Это породило несколько невротичное состояние в среде музыкантов, если угодно, кризис идентичности: были те, кто следовал идее, что нужно держаться русских корней, а были те, кто всеми силами старался использовать музыку как портал в мир шоу-бизнеса стран развитого капитализма. Не менее часто обе интенции встречались у одних и тех же артистов, старающихся кое-как породнить квас с кока-колой.

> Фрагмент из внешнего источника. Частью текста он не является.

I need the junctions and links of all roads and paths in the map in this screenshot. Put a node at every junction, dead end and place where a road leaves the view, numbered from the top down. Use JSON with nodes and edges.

Здесь представлена история о том, как (не)сложилась попытка экспансии русской музыки на Запад.
VATNIKSTAN запускает цикл из пяти материалов Петра Полещука об экспансии русской поп-музыки на Запад: от «горби-рока» и европейского проекта нулевых до Pussy Riot, русского рэпа и Новой русской волны.

Восьмидесятые: «красная волна»
Едва ли поколение дворников и сторожей могло подумать, что вслед за потерями комсомольских билетов следующая глава в их официальной идентификации будет связана с концертами далеко за пределами СССР. Первая идея экспорта русской музыки буквально «свалилась» на наших классиков русского рока с приездом Джоанны Стингрей (студентки Университета Южной Калифорнии, успевшей записать нью-вейв пластинку Beverly Hills Brat).

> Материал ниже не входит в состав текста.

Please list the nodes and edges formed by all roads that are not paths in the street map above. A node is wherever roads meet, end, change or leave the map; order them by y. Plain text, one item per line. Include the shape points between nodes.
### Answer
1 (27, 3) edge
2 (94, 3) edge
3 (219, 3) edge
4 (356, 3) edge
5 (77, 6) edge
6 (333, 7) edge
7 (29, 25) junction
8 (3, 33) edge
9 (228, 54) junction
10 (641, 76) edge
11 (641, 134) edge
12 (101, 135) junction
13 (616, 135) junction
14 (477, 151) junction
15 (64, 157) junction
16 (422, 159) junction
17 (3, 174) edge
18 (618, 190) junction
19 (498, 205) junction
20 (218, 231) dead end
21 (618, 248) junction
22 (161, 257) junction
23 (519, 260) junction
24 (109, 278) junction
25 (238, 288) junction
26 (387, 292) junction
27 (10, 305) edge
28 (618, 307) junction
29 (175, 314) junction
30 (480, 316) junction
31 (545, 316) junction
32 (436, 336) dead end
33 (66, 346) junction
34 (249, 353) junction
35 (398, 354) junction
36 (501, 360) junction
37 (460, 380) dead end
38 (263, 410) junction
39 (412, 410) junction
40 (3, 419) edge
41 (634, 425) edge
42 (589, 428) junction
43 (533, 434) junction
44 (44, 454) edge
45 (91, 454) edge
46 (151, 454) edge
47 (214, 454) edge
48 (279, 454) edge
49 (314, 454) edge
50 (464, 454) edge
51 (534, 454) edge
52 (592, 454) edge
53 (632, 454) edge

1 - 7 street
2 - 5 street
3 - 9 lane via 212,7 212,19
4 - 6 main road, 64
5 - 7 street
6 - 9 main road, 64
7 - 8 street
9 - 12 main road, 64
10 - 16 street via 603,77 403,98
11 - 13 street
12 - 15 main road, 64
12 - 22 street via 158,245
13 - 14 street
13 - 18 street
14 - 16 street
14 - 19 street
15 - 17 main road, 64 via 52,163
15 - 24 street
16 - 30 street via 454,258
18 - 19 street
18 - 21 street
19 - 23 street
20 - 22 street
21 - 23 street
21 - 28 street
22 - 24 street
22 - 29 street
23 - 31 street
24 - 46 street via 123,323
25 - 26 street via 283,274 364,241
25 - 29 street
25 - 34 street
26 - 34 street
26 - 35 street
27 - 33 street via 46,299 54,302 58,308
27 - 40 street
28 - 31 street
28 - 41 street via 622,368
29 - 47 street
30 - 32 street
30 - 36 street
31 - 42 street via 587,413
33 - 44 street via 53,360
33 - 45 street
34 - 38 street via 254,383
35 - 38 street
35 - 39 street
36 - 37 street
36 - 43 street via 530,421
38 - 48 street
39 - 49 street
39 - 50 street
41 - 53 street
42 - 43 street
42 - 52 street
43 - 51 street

В 1984 году Джоанне представляется возможность побывать в СССР в качестве туристки. Незадолго до поворотного путешествия Джоанна узнаёт от своих знакомых о том, что в Советском Союзе тоже существует рок-музыка, а заодно получает телефон «настоящей рок-звезды Советского Союза» Бориса Гребенщикова*, «русского Боуи и Дилана» разом. Как принято говорить, тогда всё изменилось и для них, и для наших: знакомство с ленинградской рок-тусовкой, помощь музыкантам, а также первая любовь в лице гитариста «Кино» Юрия Каспаряна. Своего рода синопсисом всей этой истории стал выпуск на Западе компиляции русских рокеров на пластинке Red Wave. Как писала сама Стингрей:
«— Нужно выбрать группы, — говорю я, сразу входя в состояние трактора. — Конечно же, „Аквариум“ и „Кино“. Кто ещё, как ты думаешь?

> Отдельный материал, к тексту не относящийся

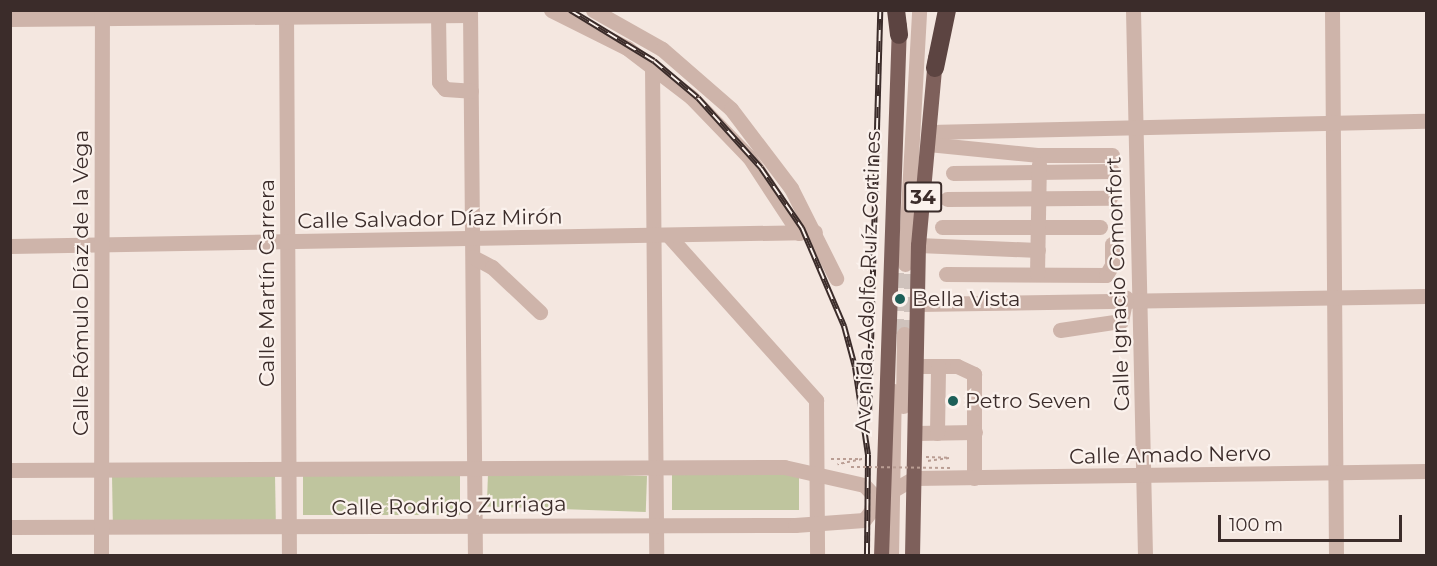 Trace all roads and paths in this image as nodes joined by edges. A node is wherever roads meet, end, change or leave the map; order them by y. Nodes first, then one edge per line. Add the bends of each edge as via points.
1 (551, 10) edge
2 (593, 10) edge
3 (897, 10) edge
4 (913, 10) edge
5 (919, 10) edge
6 (940, 10) edge
7 (947, 10) edge
8 (1133, 10) edge
9 (1332, 10) edge
10 (470, 13) edge
11 (102, 14) edge
12 (286, 14) edge
13 (438, 15) junction
14 (10, 19) edge
15 (899, 35) joint
16 (652, 65) junction
17 (934, 68) junction
18 (471, 91) junction
19 (914, 110) junction
20 (1426, 121) edge
21 (1331, 123) junction
22 (1134, 126) junction
23 (929, 138) junction
24 (1112, 154) dead end
25 (1039, 155) junction
26 (1112, 171) dead end
27 (953, 173) dead end
28 (1039, 174) junction
29 (1110, 198) dead end
30 (947, 199) dead end
31 (1039, 199) junction
32 (1039, 225) junction
33 (1100, 226) dead end
34 (942, 228) dead end
35 (815, 232) junction
36 (799, 233) junction
37 (661, 235) junction
38 (473, 239) junction
39 (288, 242) junction
40 (1112, 244) dead end
41 (918, 245) junction
42 (10, 246) edge
43 (102, 246) junction
44 (1038, 249) junction
45 (473, 257) junction
46 (900, 264) tunnel mouth
47 (946, 274) dead end
48 (1037, 274) junction
49 (836, 278) dead end
50 (1426, 296) edge
51 (1332, 297) junction
52 (1133, 298) junction
53 (918, 304) junction
54 (540, 312) dead end
55 (1060, 330) dead end
56 (899, 334) tunnel mouth
57 (916, 366) junction
58 (938, 366) junction
59 (975, 432) junction
60 (915, 433) junction
61 (937, 433) junction
62 (914, 456) junction
63 (655, 466) junction
64 (820, 467) junction
65 (835, 467) dead end
66 (101, 468) junction
67 (475, 468) junction
68 (288, 469) junction
69 (10, 470) edge
70 (1426, 471) edge
71 (1334, 473) junction
72 (1144, 477) junction
73 (974, 478) junction
74 (894, 490) junction
75 (817, 521) junction
76 (475, 526) junction
77 (656, 526) junction
78 (10, 527) edge
79 (101, 527) junction
80 (289, 529) junction
81 (101, 555) edge
82 (289, 555) edge
83 (476, 555) edge
84 (656, 555) edge
85 (817, 555) edge
86 (881, 555) edge
87 (891, 555) edge
88 (901, 555) edge
89 (912, 555) edge
90 (1145, 555) edge
91 (1336, 555) edge

1 - 16 street
2 - 35 street via 662,49 705,84 756,138
3 - 15 highway
4 - 19 street
5 - 19 street
6 - 17 main road, Avenida Adolfo Ruíz Cortines / 34
7 - 17 highway
8 - 22 street, Calle Ignacio Comonfort
9 - 21 street
10 - 13 street
10 - 18 street
11 - 12 street
11 - 14 street
11 - 43 street, Calle Rómulo Díaz de la Vega
12 - 13 street
12 - 39 street, Calle Martín Carrera
13 - 18 street via 439,82 445,89
15 - 74 main road, Avenida Adolfo Ruíz Cortines / 34
16 - 36 street via 735,141
16 - 37 street
17 - 23 main road, Avenida Adolfo Ruíz Cortines / 34
18 - 38 street
19 - 46 street
20 - 21 street
21 - 22 street
21 - 51 street
22 - 23 street
22 - 52 street, Calle Ignacio Comonfort
23 - 25 street
23 - 41 main road, Avenida Adolfo Ruíz Cortines / 34
24 - 25 street
25 - 28 street
26 - 28 street
27 - 28 street
28 - 31 street
29 - 31 street
30 - 31 street
31 - 32 street
32 - 33 street
32 - 34 street
32 - 44 street
35 - 36 street, Calle Salvador Díaz Mirón
35 - 49 street
36 - 37 street, Calle Salvador Díaz Mirón
37 - 38 street, Calle Salvador Díaz Mirón
37 - 63 street
37 - 64 street via 810,388 818,411
38 - 39 street, Calle Salvador Díaz Mirón
38 - 45 street
39 - 43 street, Calle Salvador Díaz Mirón
39 - 68 street, Calle Martín Carrera
40 - 48 street via 1112,265 1106,275
41 - 44 street
41 - 53 main road, Avenida Adolfo Ruíz Cortines / 34
42 - 43 street, Calle Salvador Díaz Mirón
43 - 66 street, Calle Rómulo Díaz de la Vega
44 - 48 street
45 - 54 street via 492,267
45 - 67 street
47 - 48 street
50 - 51 street
51 - 52 street
51 - 71 street
52 - 53 street
52 - 55 street via 1121,321
52 - 72 street, Calle Ignacio Comonfort
53 - 57 main road, Avenida Adolfo Ruíz Cortines / 34
56 - 74 street
57 - 58 street
57 - 60 main road, Avenida Adolfo Ruíz Cortines / 34
58 - 59 street via 964,367 974,374
58 - 61 street
59 - 61 street
59 - 73 street
60 - 61 street
60 - 62 main road, Avenida Adolfo Ruíz Cortines / 34
62 - 65 path, bridge via 949,458 923,461 950,468
62 - 74 main road, Avenida Adolfo Ruíz Cortines / 34
63 - 64 street, Calle Rodrigo Zurriaga
63 - 67 street, Calle Rodrigo Zurriaga
63 - 77 street
64 - 64 path via 862,459
64 - 74 street, Calle Rodrigo Zurriaga via 864,485
64 - 75 street
66 - 68 street, Calle Rodrigo Zurriaga
66 - 69 street, Calle Rodrigo Zurriaga
66 - 79 street, Calle Rómulo Díaz de la Vega
67 - 68 street, Calle Rodrigo Zurriaga
67 - 76 street
68 - 80 street, Calle Martín Carrera
70 - 71 street, Calle Amado Nervo
71 - 72 street, Calle Amado Nervo
71 - 91 street
72 - 73 street, Calle Amado Nervo
72 - 90 street, Calle Ignacio Comonfort
73 - 74 street, Calle Amado Nervo
74 - 75 street, Calle Rodrigo Zurriaga via 864,520
74 - 86 main road, Avenida Adolfo Ruíz Cortines / 34
74 - 87 street
74 - 88 street
74 - 89 main road, Avenida Adolfo Ruíz Cortines / 34
75 - 77 street, Calle Rodrigo Zurriaga
75 - 85 street
76 - 77 street, Calle Rodrigo Zurriaga
76 - 80 street, Calle Rodrigo Zurriaga
76 - 83 street
77 - 84 street
78 - 79 street, Calle Rodrigo Zurriaga
79 - 80 street, Calle Rodrigo Zurriaga
79 - 81 street, Calle Rómulo Díaz de la Vega
80 - 82 street, Calle Martín Carrera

В конечном счёте мы решили включить „Алису“ и „Странные Игры“ обе группы обладали невероятным магнетизмом, и ребят из этих групп я тоже считала своими друзьями. Эти четыре группы — пожалуй, лучшее, что было в рок-клубе того времени, — могли придать альбому разнообразное, свободное, раскованное звучание: эклектичность „Аквариума“, тёмный поп „Кино“, жёсткий рок „Алисы“ и пульсирующий ска-ритм „Странных Игр“.Любой здравомыслящий человек ограничился бы одной этой, и без того непростой задачей, но меня сжигало желание сопроводить альбом ещё и видеоклипами, снабдить таким образом музыку ещё и визуальным рядом. Запущенное буквально несколькими годами ранее MTV вовсю набирало в Америке популярность, и видеоклипы стали лучшим способом продвижения новой музыки на рынок. Кроме того, мне было очевидно, что каждая из отобранные нами групп обладала своим ярко выраженным лицом и что вместе они составят контрастную и невероятно зрелищную картину. Борис оставался Борисом — сильный и красивый, как Аполлон; Виктор Цой со своей гривой волос, чёрным гримом и радужно переливающимися рубашками выглядел как капитан пиратского судна; „Алиса“ излучала яростную дерзкую энергию, как какой-то неведомый наркотик; а „Странные Игры“ были нескончаемым праздником мерцающих огней и по-шутовски смешных и ярких персонажей».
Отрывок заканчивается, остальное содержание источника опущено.